Novemila anime sui gradoni del Ceravolo nel lunedì dell’Angelo. La febbre giallorossa non si fa fermare dalle recenti polemiche sui lavori all’impianto di via Paglia. Il calendario impone un incrocio ad altissima tensione per la ripresa del campionato dopo la sosta. Catanzaro-Monza vale un pezzo di stagione per entrambe le formazioni. I padroni di casa devono cancellare lo scivolone di Cesena per blindare il quinto posto. Di fronte troveranno una fuoriserie lanciata verso la promozione diretta. Alberto Aquilani si gioca gran parte del credito stagionale privo del suo leader carismatico, costretto a ridisegnare la squadra nel momento topico. Sarà una battaglia di nervi, tattica e profondità di rosa.
Le scelte obbligate e la trequarti inedita
Rinunciare a Pietro Iemmello scombina inevitabilmente i piani offensivi. L’assenza per squalifica del capitano, sommata a quella di Patrick Nuamah, priva il reparto avanzato delle sue certezze assolute. Il tecnico giallorosso ha lavorato sulle alternative durante la pausa, virando su una batteria di incursori riadattata per l’occasione. Alle spalle dell’unica punta Pittarello, agirà la coppia di scuola milanista formata da Liberali e Alesi. Un mix di freschezza e tecnica per non dare punti di riferimento alla retroguardia brianzola.

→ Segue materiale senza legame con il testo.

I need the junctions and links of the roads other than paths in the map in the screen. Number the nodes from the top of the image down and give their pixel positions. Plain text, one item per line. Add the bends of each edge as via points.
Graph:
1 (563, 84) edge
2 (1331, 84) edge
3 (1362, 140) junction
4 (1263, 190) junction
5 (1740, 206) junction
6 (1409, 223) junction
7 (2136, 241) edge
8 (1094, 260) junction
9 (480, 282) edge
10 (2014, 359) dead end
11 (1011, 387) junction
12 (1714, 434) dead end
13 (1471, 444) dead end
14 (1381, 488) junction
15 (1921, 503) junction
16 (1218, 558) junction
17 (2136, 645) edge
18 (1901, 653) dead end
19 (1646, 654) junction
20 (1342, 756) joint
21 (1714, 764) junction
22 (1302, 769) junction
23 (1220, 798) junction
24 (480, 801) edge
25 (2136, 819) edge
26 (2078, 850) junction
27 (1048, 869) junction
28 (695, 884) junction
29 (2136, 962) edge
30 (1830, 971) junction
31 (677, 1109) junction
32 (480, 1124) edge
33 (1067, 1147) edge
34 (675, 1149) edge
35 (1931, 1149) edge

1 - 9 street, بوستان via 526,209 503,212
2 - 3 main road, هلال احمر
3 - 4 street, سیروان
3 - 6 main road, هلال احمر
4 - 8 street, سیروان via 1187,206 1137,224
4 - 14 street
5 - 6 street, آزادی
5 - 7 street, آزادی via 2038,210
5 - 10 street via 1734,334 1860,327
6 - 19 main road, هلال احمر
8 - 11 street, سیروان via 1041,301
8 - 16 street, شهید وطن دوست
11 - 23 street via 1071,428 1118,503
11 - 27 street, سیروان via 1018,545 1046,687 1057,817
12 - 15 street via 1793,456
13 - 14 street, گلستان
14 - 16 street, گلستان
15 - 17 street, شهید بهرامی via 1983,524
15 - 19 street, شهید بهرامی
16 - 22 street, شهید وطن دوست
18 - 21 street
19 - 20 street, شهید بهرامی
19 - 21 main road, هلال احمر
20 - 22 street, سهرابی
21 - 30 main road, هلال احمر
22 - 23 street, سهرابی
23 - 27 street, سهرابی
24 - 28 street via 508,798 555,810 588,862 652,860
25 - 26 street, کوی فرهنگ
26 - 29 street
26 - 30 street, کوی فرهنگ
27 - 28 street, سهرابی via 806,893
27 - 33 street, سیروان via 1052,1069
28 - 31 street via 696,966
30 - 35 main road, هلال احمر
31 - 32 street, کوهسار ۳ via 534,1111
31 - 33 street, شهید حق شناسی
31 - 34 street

Sulla corsia mancina ritrova una maglia da titolare D’Alessandro, chiamato a garantire ampiezza e spinta costante assieme a Favasuli sul fronte opposto. Nessun ribaltone invece nel cuore del gioco. La diga centrale poggia ancora sul fosforo di Petriccione affiancato dal dinamismo di Pontisso. Conferma in blocco per il terzetto arretrato davanti a Pigliacelli. Da segnalare il ripescaggio di Oudin: il francese, ai margini del progetto tecnico da mesi, torna nell’elenco dei convocati per pura necessità numerica.
La fuoriserie brianzola punta la vetta
Il rettangolo verde ospiterà un avversario costruito senza mezze misure. Il Monza punta dritto al salto di categoria. Paolo Bianco ha inquadrato la trasferta calabrese come la prima di sei finali ravvicinate. L’allenatore ospite nutre profondo rispetto per la metamorfosi compiuta dalle Aquile nel girone di ritorno, elogiando apertamente l’impatto dei giovani talenti locali subentrati dopo l’infortunio di Cisse.
I lombardi si presenteranno con il collaudato 3-5-2. L’artiglieria pesante è affidata al tandem Cutrone–Petagna, supportato dalla regia illuminata di Pessina. Ai fianchi dell’ex atalantino muscoli e inserimenti garantiti da Obiang ed Hernani. Sulle corsie esterne agiranno Ciurria e lo spauracchio Azzi, motori inesauribili per alimentare la manovra offensiva. Le uniche defezioni nel blocco biancorosso riguardano gli indisponibili Antov e Birindelli.
Catanzaro-Monza: Le probabili formazioni
CATANZARO (3-4-2-1): Pigliacelli; Cassandro, Antonini, Brighenti; Favasuli, Petriccione, Pontisso, D’Alessandro; Liberali, Alesi; Pittarello. All. Aquilani.
MONZA (3-5-2): Thiam; Ravanelli, Delli Carri, Lucchesi; Ciurria, Obiang, Pessina, Hernani, Azzi; Cutrone, Petagna. All. Bianco.
Misurarsi con organici di caratura superiore rappresenta lo step definitivo per legittimare le ambizioni d’alta classifica. Il rush finale impone di trasformare le defezioni pesanti in moltiplicatori di energie nervose. Tenere testa a una candidata per la Serie A misurerà lo spessore reale di un gruppo che ha saputo stupire, ma che ora è chiamato a consolidare il posizionamento conquistato. Uscire imbattuti dal confronto interno significherebbe riprendere immediatamente la marcia interrotta in Romagna, mandando un segnale inequivocabile alle dirette concorrenti.